Home > Delilah's Scandal (The Cove Sisters Trilogy #2)(34)

Delilah's Scandal (The Cove Sisters Trilogy #2)(34)
Author: Sienna Mynx

“He’s sleep?” Maverick stared at the monitor. “This thing is useful.”

“Yes, you wore him out. All of that baby wrestling and rolling around on the floor, you two did. Now he’ll be tackling me when I walk into a room,” she smiled.

“You look really nice,” he said.

She double blinked. “I do?”

“Yes, like this,” his gaze swept down to her cotton candy pink toes. “No makeup. Just nice.”

“Thank you, Maverick. I think.”

He set the monitor over to the lamp table.

“What happened at breakfast?” he asked.

“Breakfast. Yea, that. Guess we need to talk about it. Queen and I argue sometimes. She’s like a sister.”

“Not what I’m asking,” he said.

“I don’t understand,” Delilah replied.

“What happened between us at breakfast?” Maverick repeated.

“Nothing,” Delilah said.

“This morning, you left without even acknowledging last night, and then I come over here, and you’re dolled up and jumpy. I get not wanting your friend to know what happened between us, but why do I make you so uncomfortable around her?”
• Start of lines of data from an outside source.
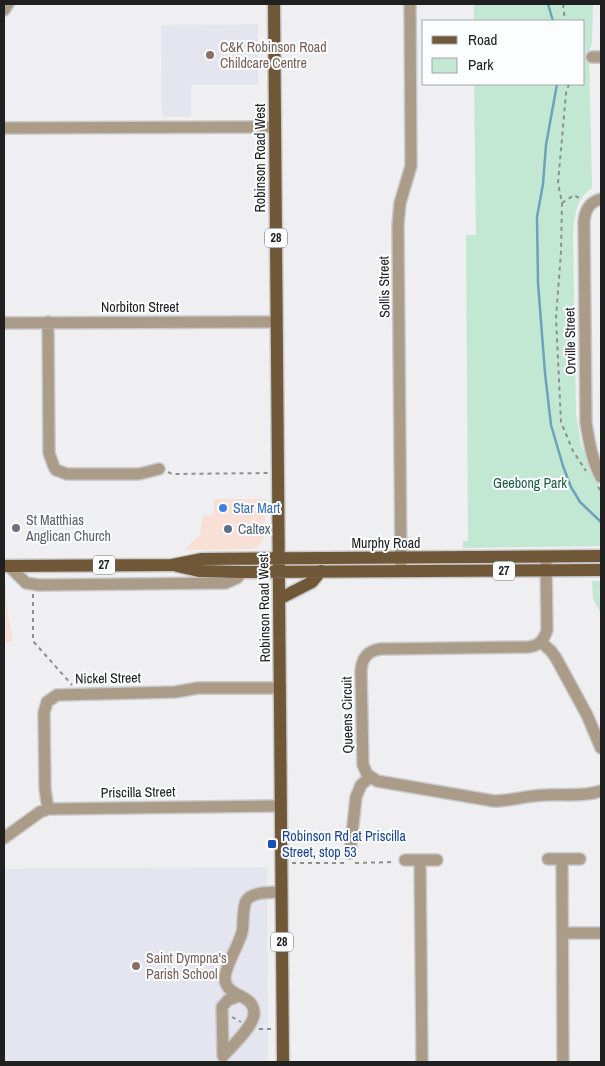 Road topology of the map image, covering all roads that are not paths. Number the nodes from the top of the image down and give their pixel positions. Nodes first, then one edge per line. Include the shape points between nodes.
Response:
1 (8, 4) edge
2 (274, 4) edge
3 (410, 4) edge
4 (4, 10) edge
5 (275, 127) junction
6 (4, 128) edge
7 (601, 199) edge
8 (48, 322) junction
9 (276, 322) junction
10 (4, 323) edge
11 (159, 469) road end
12 (597, 479) edge
13 (601, 556) edge
14 (546, 557) junction
15 (401, 564) junction
16 (172, 565) junction
17 (279, 565) junction
18 (6, 566) edge
19 (601, 570) edge
20 (321, 571) junction
21 (546, 571) junction
22 (242, 572) junction
23 (279, 599) junction
24 (541, 642) junction
25 (280, 688) junction
26 (601, 748) edge
27 (370, 777) junction
28 (601, 791) edge
29 (281, 806) junction
30 (48, 809) junction
31 (4, 838) edge
32 (350, 853) dead end
33 (548, 859) dead end
34 (562, 859) junction
35 (580, 859) dead end
36 (404, 860) road end
37 (420, 860) junction
38 (437, 860) dead end
39 (282, 892) junction
40 (563, 933) junction
41 (601, 933) edge
42 (239, 996) junction
43 (283, 1062) edge
44 (422, 1062) edge
45 (563, 1062) edge

1 - 4 street
2 - 5 main road, Robinson Road West / 28
3 - 15 street, Sollis Street via 411,166 400,203 398,225
5 - 6 street
5 - 9 main road, Robinson Road West / 28
7 - 12 street, Orville Street via 589,204 584,222 586,423
8 - 9 street, Norbiton Street
8 - 10 street, Norbiton Street
8 - 11 street via 49,454 54,467 74,475 138,474
9 - 17 main road, Robinson Road West / 28
13 - 14 main road, Murphy Road / 27
14 - 15 main road, Murphy Road / 27
14 - 21 street
15 - 17 main road, Murphy Road / 27
15 - 20 main road, Murphy Road / 27
15 - 21 main road, Murphy Road / 27
16 - 17 main road, Murphy Road / 27 via 202,559
16 - 18 main road, Murphy Road / 27
16 - 22 main road, Murphy Road / 27 via 199,571
17 - 20 main road, Murphy Road / 27
17 - 22 main road, Murphy Road / 27
17 - 23 main road, Robinson Road West / 28
18 - 22 street, Murphy Road via 32,585 226,583
19 - 21 main road, Murphy Road / 27
20 - 23 main road via 312,582
21 - 24 street via 546,630
23 - 25 main road, Robinson Road West / 28
24 - 26 street via 556,658
24 - 27 street, Queens Circuit via 528,647 380,649 370,652 361,671 363,765
25 - 29 main road, Robinson Road West / 28
25 - 30 street, Nickel Street via 198,688 168,692 57,695 45,708
27 - 28 street via 494,801
27 - 32 street via 356,797
29 - 30 street, Priscilla Street
29 - 39 main road, Robinson Road West / 28
30 - 31 street, Priscilla Street
33 - 34 street
34 - 35 street
34 - 40 street
36 - 37 street
37 - 38 street
37 - 44 street
39 - 42 street via 259,894 246,901 242,932 225,978 227,987
39 - 43 main road, Robinson Road West / 28
40 - 41 street
40 - 45 street
42 - 42 street via 228,1000 222,1007 223,1056 254,1015 248,999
She looked down at her wedding ring. It was the first time Delilah realized through it all she was wearing it. That realization broke her heart. Charles had control over her even now. Even after everything he’d done to her. How should she explain it?

“You don’t make me uncomfortable. I never did anything like last night before. Kiss another man? Sleep with another... man, I didn’t know.”

“Never?” Maverick smiled.

She blushed. “I mean, I’ve kissed a man. I never did ‘you know what’ with anyone but Charles. I started dating him young, and then I was his wife. It all happened fast.”

“Okay, I understand.”

“No, you don’t. But thanks for saying that. I figured if I ever was with another man, it would be like it was with Charles. I’m not saying you did anything wrong. It was different with you because I realize that I’m different. I’m changing. The old me suppressed my feelings and dealt with logic. My professor at Harvard told me to take the emotion out of reason when faced with a challenge. Deal with facts. The first fact is you are Noah’s father. The second fact is you are here for Noah, not me. And the most important fact is I’m vulnerable and lonely out here, so I projected that loneliness onto you. All facts. Nothing but facts.”

“You’re afraid?” he mumbled.

“Huh?” she replied.

“It’s fear; that’s the emotion you feel,” he said.

“I fear you because I don’t understand you, Maverick.” Delilah relaxed on that notion. Not understanding her emotions felt logical. Considering everything she’d been through.

“What is it about me you wished you understood?” he asked.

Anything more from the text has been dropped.